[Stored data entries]
-------------------------

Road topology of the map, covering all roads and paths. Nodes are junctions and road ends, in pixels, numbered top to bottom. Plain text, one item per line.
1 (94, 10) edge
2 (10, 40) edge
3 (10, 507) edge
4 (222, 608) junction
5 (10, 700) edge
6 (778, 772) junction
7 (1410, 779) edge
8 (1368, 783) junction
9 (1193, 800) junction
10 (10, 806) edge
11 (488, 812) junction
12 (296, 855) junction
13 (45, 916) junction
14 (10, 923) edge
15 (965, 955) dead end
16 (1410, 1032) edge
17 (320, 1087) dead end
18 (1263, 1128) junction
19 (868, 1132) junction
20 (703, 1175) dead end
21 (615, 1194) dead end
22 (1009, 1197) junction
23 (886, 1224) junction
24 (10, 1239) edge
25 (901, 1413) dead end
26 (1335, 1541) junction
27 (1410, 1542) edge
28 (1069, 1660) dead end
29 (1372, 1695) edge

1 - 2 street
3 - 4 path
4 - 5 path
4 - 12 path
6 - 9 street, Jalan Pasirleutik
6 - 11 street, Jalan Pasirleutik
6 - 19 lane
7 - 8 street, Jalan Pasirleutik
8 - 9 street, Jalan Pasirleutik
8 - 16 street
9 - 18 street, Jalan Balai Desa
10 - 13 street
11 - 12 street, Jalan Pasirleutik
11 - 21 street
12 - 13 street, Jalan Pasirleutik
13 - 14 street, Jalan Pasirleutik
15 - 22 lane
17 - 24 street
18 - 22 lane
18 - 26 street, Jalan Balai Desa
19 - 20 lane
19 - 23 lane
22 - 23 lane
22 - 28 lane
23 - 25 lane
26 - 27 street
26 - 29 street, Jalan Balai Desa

-------------------------

**Exercise:**
Type the entries out again so that they match exactly.

**Solution to the exercise:**
Road topology of the map, covering all roads and paths. Nodes are junctions and road ends, in pixels, numbered top to bottom. Plain text, one item per line.
1 (94, 10) edge
2 (10, 40) edge
3 (10, 507) edge
4 (222, 608) junction
5 (10, 700) edge
6 (778, 772) junction
7 (1410, 779) edge
8 (1368, 783) junction
9 (1193, 800) junction
10 (10, 806) edge
11 (488, 812) junction
12 (296, 855) junction
13 (45, 916) junction
14 (10, 923) edge
15 (965, 955) dead end
16 (1410, 1032) edge
17 (320, 1087) dead end
18 (1263, 1128) junction
19 (868, 1132) junction
20 (703, 1175) dead end
21 (615, 1194) dead end
22 (1009, 1197) junction
23 (886, 1224) junction
24 (10, 1239) edge
25 (901, 1413) dead end
26 (1335, 1541) junction
27 (1410, 1542) edge
28 (1069, 1660) dead end
29 (1372, 1695) edge

1 - 2 street
3 - 4 path
4 - 5 path
4 - 12 path
6 - 9 street, Jalan Pasirleutik
6 - 11 street, Jalan Pasirleutik
6 - 19 lane
7 - 8 street, Jalan Pasirleutik
8 - 9 street, Jalan Pasirleutik
8 - 16 street
9 - 18 street, Jalan Balai Desa
10 - 13 street
11 - 12 street, Jalan Pasirleutik
11 - 21 street
12 - 13 street, Jalan Pasirleutik
13 - 14 street, Jalan Pasirleutik
15 - 22 lane
17 - 24 street
18 - 22 lane
18 - 26 street, Jalan Balai Desa
19 - 20 lane
19 - 23 lane
22 - 23 lane
22 - 28 lane
23 - 25 lane
26 - 27 street
26 - 29 street, Jalan Balai Desa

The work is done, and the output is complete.